Tarek Eltayeb – The Donkey

Tarek Eltayeb LEP&W Sept-Oct V1 2022

Download PDF Here Live Encounters Poetry & Writing Volume One Sept-October 2022. 

The Donkey, poems by Tarek Eltayeb.

Translated from Arabic by Wolfgang Astelbauer.


The Donkey

With his crude hands
the man pulls
the donkey
from the womb’s shadows
into the red of the sun.

With his crude hands
the man drops
the sack, filled to bursting,
full force
onto the donkey’s back.

The man curses,
curses his father,
curses his grandfather.

Then a second sack,
a third,

I can’t see
the donkey’s legs
anymore.


And God will Blow into the Fire

The sparrows’ and doves’ wings
will shiver with fear.
Flapping their wings,
they will circle in the gunpowder’s smoke.
Trembling, they’ll accumulate
more and more dirt.
When they land,
they will not find their branches.
For these dumb woodcutters
will have broken them off
and carried them up
to the summit of the mountain,
as a sacrifice.

The sparrows will devour
the doves,
the gunpowder will feed on
the sparrows,
and the woodcutters
with their crude, sore hands
will try to dispel the smoke
before they will trip over
the branches
of the lighted sacrificial offering.

Then
God will
slowly descend
and blow into the fire.


I Have Tricked the Light

I could trick the light
so that I did not get a shadow,
became transparent,
the sun, the moon, and the light penetrating me
without having to overcome any hindrance or resistance,
and I left all things around me
as they were.
I thought
I had achieved something wonderful,
but nobody noticed,
nobody could see me,
everybody just ran into me
and was frightened.

This is why I started
jumping to and fro
like a grasshopper
in front of them.

When I hated
what I had done,
I wanted my shadow back,
but it was too late.

I turned into a frog,
then into a grasshopper,
then into a flea,
and, finally,
into a nothing.


Autumn Panic

Each preying eagle
passing by
in autumn
made the ants panic
with its shadow.
They got confused
when gathering supplies.

They began
to shrink back from the shadows of bees
and butterflies,
and watched out
for clouds even,
until they finally did not come out at all
when the sky was overcast.


Since

Since these many hard words have been written,
these letters left unfinished or lost,
since the writing of my hair has begun
to lose its ink and fade,
since names sink deeper and deeper into my memory
and I must almost close my eyes
to see them,
since I have begun
paying attention to the shadow of the second hand,

since then I started to realize
the lost words,
the faded hair,
the names lost sight of,
I, grey and stooping,
started to at least pay attention
to these circular repetitions.


© Tarek Eltayeb

Tarek Eltayeb was born to Sudanese parents in Cairo in 1959. He has been living in Vienna since 1984. He has published five novels, two collections of short stories, five collections of poems, a play, an autobiography and a book of essays.
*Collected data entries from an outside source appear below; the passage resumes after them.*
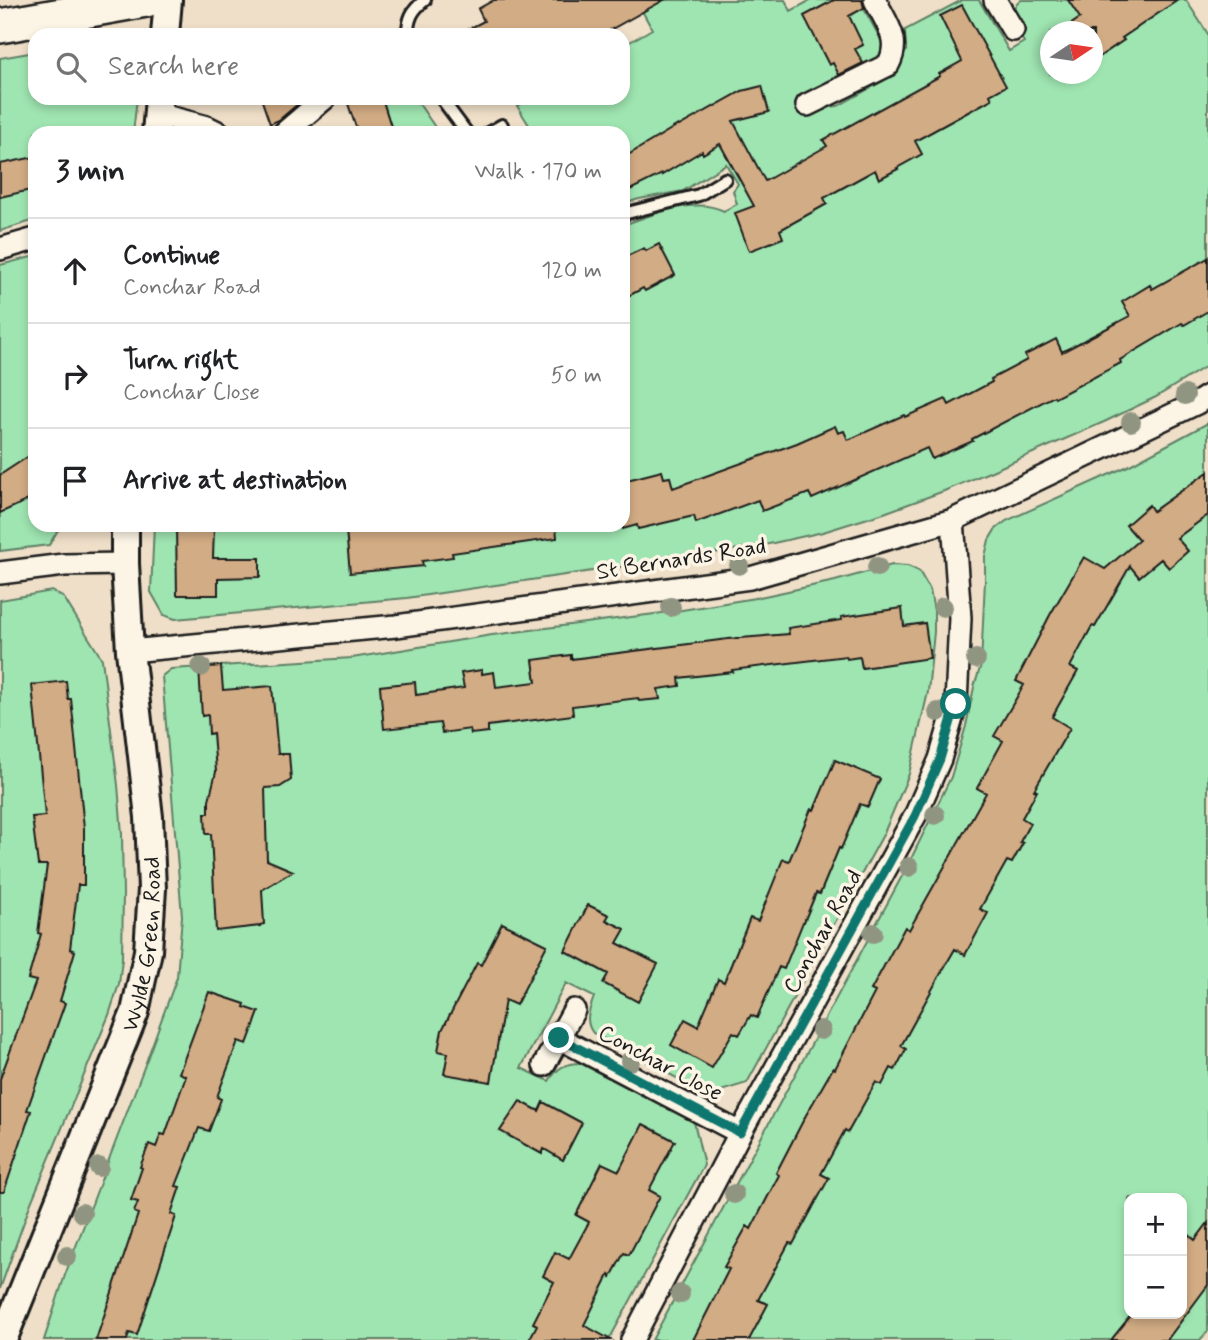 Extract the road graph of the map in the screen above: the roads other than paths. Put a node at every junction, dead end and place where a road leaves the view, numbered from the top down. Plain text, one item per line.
1 (145, 0) edge
2 (168, 0) edge
3 (425, 0) edge
4 (875, 0) edge
5 (999, 1) edge
6 (0, 26) edge
7 (165, 28) edge
8 (408, 28) edge
9 (1013, 30) dead end
10 (317, 105) edge
11 (446, 105) edge
12 (807, 105) dead end
13 (157, 115) edge
14 (203, 126) edge
15 (292, 126) edge
16 (462, 126) edge
17 (725, 179) dead end
18 (630, 212) edge
19 (28, 241) edge
20 (0, 249) edge
21 (1208, 396) edge
22 (953, 520) junction
23 (125, 532) edge
24 (125, 564) junction
25 (0, 573) edge
26 (130, 651) junction
27 (574, 1010) dead end
28 (559, 1038) junction
29 (544, 1065) dead end
30 (740, 1133) junction
31 (3, 1340) edge
32 (632, 1340) edge

1 - 6 main road
2 - 7 street
3 - 8 lane
4 - 12 street
5 - 9 street
10 - 15 street
11 - 16 lane
13 - 14 street
17 - 18 lane
19 - 20 street
21 - 22 street, St Bernards Road
22 - 26 street, St Bernards Road
22 - 30 street, Conchar Road
23 - 24 street, Wylde Green Road
24 - 25 street
24 - 26 street, Wylde Green Road
26 - 31 street, Wylde Green Road
27 - 28 street, Conchar Close
28 - 29 street, Conchar Close
28 - 30 street, Conchar Close
30 - 32 street, Conchar Road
His books had been translated into German, English, Italian, French, Spanish, Macedonian, Romanian and Serbian languages. In 2008, he was appointed Austrian Ambassador for the European Year for Intercultural Dialogue (EJID). In the same year, he received the Decoration of Honor for Services to the Republic of Austria. He is a faculty member of the International Writing Program (IWP) Between the Lines at the University of Iowa in Iowa City, USA. He was awarded the International Grand Prize for Poetry 2007 at the International Festival Curtea de Argeş in Romania. His awards include the Elias Cannetti Fellowship from the City of Vienna.